From mboxrd@z Thu Jan  1 00:00:00 1970
From: Steven Whitehouse <swhiteho@redhat.com>
Date: Tue, 2 Feb 2016 11:53:49 +0000
Subject: [Cluster-devel] [GFS2 PATCH] GFS2: Queue final dlm unlock from
 gfs2_evict_inode
In-Reply-To: <853571928.36038478.1450464138537.JavaMail.zimbra@redhat.com>
References: <853571928.36038478.1450464138537.JavaMail.zimbra@redhat.com>
Message-ID: <56B098CD.9010201@redhat.com>
List-Id: <cluster-devel.redhat.com>
To: cluster-devel.redhat.com
MIME-Version: 1.0
Content-Type: text/plain; charset="us-ascii"
Content-Transfer-Encoding: 7bit

Hi,

On 18/12/15 18:42, Bob Peterson wrote:
> Hi,
>
> This patch introduces a new glock workqueue, gfs2_glock_final.

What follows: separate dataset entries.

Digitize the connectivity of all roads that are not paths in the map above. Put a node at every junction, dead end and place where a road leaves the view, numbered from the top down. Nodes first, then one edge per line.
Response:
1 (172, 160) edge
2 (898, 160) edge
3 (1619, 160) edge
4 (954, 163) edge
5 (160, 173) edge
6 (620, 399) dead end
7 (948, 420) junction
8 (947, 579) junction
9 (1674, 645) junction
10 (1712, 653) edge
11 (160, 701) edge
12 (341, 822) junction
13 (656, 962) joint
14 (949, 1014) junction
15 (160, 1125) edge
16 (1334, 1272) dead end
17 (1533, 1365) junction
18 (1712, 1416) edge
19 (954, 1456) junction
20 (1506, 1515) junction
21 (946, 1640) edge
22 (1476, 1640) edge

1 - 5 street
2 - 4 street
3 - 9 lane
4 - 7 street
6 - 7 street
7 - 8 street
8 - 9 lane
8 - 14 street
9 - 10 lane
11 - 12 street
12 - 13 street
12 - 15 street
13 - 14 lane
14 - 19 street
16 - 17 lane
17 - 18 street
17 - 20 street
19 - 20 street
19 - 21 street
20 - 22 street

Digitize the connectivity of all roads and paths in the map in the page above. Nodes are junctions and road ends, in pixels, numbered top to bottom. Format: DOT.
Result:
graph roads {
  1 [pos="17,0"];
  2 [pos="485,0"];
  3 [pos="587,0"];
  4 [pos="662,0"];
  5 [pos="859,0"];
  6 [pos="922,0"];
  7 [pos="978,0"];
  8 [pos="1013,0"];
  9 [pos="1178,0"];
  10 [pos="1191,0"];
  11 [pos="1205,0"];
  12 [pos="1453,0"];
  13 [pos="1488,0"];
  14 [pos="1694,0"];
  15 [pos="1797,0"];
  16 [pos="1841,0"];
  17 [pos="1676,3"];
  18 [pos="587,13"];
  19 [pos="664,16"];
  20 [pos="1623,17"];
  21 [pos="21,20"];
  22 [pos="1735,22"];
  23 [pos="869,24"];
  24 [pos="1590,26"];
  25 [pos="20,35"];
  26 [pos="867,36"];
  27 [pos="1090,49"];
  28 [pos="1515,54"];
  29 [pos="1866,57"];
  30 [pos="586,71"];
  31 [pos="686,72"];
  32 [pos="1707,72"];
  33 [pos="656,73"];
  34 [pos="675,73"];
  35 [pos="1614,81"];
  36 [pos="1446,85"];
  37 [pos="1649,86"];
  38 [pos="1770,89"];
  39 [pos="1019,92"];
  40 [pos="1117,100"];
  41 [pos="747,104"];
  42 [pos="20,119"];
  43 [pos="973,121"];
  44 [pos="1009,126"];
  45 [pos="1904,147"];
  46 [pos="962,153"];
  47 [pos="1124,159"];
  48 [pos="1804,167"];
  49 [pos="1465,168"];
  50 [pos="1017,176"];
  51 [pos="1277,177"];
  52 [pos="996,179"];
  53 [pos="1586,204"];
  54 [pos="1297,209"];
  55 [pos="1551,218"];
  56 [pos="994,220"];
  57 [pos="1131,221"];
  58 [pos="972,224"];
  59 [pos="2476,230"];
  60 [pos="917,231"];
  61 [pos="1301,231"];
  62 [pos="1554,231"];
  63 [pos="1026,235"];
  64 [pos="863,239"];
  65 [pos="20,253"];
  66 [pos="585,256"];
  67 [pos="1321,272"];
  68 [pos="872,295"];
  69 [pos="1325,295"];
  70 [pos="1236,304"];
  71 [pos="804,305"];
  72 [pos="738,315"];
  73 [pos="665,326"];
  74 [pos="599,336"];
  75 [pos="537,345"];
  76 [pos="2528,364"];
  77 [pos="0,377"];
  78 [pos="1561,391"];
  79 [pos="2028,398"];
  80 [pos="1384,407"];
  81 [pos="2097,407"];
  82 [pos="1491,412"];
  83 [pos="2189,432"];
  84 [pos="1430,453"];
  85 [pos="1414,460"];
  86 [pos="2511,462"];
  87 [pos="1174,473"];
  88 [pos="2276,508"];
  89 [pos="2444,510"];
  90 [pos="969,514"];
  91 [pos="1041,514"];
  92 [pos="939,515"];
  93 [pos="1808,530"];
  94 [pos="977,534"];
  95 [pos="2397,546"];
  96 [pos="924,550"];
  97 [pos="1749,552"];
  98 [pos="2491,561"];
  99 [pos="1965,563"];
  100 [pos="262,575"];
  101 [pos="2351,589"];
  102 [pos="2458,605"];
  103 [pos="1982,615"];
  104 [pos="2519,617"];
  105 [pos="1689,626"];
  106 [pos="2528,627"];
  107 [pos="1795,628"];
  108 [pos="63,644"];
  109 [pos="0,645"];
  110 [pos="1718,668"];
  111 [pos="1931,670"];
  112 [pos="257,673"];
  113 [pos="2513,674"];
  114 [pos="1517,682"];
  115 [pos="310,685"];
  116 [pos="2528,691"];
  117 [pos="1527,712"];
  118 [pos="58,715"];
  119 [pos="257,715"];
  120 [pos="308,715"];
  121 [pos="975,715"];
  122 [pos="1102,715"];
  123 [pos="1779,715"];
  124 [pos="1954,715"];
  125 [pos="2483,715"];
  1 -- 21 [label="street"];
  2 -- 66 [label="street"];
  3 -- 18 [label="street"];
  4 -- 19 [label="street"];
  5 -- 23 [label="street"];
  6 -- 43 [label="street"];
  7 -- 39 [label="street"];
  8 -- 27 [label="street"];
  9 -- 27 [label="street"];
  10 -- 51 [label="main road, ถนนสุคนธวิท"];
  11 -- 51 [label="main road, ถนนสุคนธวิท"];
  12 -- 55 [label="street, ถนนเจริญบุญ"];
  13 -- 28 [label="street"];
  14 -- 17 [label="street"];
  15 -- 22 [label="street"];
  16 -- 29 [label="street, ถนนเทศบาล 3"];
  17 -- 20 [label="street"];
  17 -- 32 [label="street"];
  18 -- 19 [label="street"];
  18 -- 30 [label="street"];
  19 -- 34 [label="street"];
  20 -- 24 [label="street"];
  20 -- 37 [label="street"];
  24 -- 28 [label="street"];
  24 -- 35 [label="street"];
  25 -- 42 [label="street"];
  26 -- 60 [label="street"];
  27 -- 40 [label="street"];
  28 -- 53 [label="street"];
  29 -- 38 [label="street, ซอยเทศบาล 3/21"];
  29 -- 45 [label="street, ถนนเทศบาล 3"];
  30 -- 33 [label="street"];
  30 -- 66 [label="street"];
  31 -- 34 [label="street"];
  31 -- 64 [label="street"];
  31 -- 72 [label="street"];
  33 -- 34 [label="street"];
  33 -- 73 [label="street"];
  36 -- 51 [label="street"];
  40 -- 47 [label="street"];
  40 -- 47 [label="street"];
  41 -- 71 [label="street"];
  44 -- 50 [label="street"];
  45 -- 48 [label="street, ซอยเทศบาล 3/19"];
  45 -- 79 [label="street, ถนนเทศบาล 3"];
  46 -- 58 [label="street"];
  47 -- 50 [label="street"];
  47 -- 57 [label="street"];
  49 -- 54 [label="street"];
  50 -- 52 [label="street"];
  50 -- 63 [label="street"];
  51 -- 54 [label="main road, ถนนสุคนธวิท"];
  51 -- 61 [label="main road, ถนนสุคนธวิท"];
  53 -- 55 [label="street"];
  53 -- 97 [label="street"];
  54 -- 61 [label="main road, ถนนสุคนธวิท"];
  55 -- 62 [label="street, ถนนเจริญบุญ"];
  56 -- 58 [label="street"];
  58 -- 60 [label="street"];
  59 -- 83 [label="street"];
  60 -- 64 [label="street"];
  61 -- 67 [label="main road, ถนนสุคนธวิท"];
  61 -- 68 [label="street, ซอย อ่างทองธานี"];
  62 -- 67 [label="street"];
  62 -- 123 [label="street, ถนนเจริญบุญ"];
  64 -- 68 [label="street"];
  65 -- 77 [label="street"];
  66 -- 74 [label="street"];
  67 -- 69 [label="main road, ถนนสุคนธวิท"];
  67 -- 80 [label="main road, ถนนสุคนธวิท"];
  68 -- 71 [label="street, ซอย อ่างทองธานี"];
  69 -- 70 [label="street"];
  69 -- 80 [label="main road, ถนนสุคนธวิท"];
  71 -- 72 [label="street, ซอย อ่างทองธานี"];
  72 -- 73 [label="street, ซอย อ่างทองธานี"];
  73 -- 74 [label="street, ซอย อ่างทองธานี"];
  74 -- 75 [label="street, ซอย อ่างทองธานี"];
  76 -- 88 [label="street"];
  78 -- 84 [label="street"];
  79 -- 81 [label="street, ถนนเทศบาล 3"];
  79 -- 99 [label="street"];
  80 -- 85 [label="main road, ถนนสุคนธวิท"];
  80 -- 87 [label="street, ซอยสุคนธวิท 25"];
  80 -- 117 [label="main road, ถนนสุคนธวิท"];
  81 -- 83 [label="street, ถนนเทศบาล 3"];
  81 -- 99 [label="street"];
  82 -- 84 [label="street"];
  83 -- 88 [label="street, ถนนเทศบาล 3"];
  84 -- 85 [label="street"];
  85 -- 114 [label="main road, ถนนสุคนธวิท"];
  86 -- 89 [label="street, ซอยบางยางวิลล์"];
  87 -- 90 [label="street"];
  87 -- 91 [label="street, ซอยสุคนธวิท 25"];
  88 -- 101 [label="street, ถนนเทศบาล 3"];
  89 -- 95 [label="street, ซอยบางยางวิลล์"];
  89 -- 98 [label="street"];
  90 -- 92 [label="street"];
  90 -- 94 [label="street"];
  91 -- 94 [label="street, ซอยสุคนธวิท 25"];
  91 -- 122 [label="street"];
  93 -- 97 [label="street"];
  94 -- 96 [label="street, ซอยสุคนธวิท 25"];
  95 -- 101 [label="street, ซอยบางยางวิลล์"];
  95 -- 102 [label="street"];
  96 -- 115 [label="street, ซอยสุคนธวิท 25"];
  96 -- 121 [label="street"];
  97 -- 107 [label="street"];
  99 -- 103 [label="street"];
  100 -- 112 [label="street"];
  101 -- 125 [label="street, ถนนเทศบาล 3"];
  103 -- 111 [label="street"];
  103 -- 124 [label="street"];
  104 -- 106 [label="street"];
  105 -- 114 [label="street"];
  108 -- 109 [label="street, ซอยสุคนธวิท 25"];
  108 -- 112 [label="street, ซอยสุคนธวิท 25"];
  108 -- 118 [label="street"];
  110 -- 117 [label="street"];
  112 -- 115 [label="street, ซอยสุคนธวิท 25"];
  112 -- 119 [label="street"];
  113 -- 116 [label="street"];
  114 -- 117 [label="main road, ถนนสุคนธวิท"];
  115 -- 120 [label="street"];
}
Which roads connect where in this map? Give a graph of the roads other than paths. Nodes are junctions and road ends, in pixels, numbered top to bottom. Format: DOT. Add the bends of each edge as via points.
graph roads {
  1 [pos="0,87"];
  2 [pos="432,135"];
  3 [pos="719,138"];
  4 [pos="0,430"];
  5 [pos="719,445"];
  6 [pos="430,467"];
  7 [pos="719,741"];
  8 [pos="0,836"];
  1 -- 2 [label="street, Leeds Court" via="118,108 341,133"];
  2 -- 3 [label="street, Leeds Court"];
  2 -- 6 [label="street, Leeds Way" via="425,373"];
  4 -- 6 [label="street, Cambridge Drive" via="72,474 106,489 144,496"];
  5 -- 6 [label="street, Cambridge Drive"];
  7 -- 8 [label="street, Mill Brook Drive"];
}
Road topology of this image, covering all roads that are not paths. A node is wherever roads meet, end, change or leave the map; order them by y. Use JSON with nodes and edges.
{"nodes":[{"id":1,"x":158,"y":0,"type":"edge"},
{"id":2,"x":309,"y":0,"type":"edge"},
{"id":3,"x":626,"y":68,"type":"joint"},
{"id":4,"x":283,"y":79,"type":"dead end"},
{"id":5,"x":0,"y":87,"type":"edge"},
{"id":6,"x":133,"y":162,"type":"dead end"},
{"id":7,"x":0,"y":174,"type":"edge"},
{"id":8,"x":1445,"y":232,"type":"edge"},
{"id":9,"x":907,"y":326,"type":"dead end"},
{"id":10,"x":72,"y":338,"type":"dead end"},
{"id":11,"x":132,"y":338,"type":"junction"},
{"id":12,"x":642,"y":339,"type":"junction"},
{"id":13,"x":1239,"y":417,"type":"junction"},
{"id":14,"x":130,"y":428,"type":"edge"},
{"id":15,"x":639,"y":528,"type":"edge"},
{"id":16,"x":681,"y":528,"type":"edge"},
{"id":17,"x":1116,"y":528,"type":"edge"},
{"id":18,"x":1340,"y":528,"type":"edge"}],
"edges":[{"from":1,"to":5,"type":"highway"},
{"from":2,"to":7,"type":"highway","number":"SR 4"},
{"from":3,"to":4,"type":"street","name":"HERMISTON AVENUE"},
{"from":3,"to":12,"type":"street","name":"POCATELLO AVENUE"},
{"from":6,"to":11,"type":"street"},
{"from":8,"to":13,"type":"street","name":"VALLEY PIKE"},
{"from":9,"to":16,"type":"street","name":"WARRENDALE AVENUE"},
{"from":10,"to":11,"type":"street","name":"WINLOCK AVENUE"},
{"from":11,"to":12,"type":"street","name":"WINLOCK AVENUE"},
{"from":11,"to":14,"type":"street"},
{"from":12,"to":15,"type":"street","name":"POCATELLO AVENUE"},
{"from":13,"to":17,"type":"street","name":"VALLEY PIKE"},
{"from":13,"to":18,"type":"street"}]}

The
> workqueue merely does work to call dlm's unlock.
> This prevents gfs2_evict_inode from calling dlm directly which
> might block, waiting for DLM to unlock, which may be waiting for
> something like a fence operation. By moving it to its own work queue,
> the final put happens later, which allows the shrinker to continue,
> and free memory, avoiding a livelock.
I don't think this is going to work... if the DLM lock put is delayed 
then it would be possible for a new glock to be created (or the existing 
one to be reused) if the inode gets recreated, and then there is no 
coordination between the unlock and the new lock request. If those were 
to be sent in the wrong order, then things are going to get very confused.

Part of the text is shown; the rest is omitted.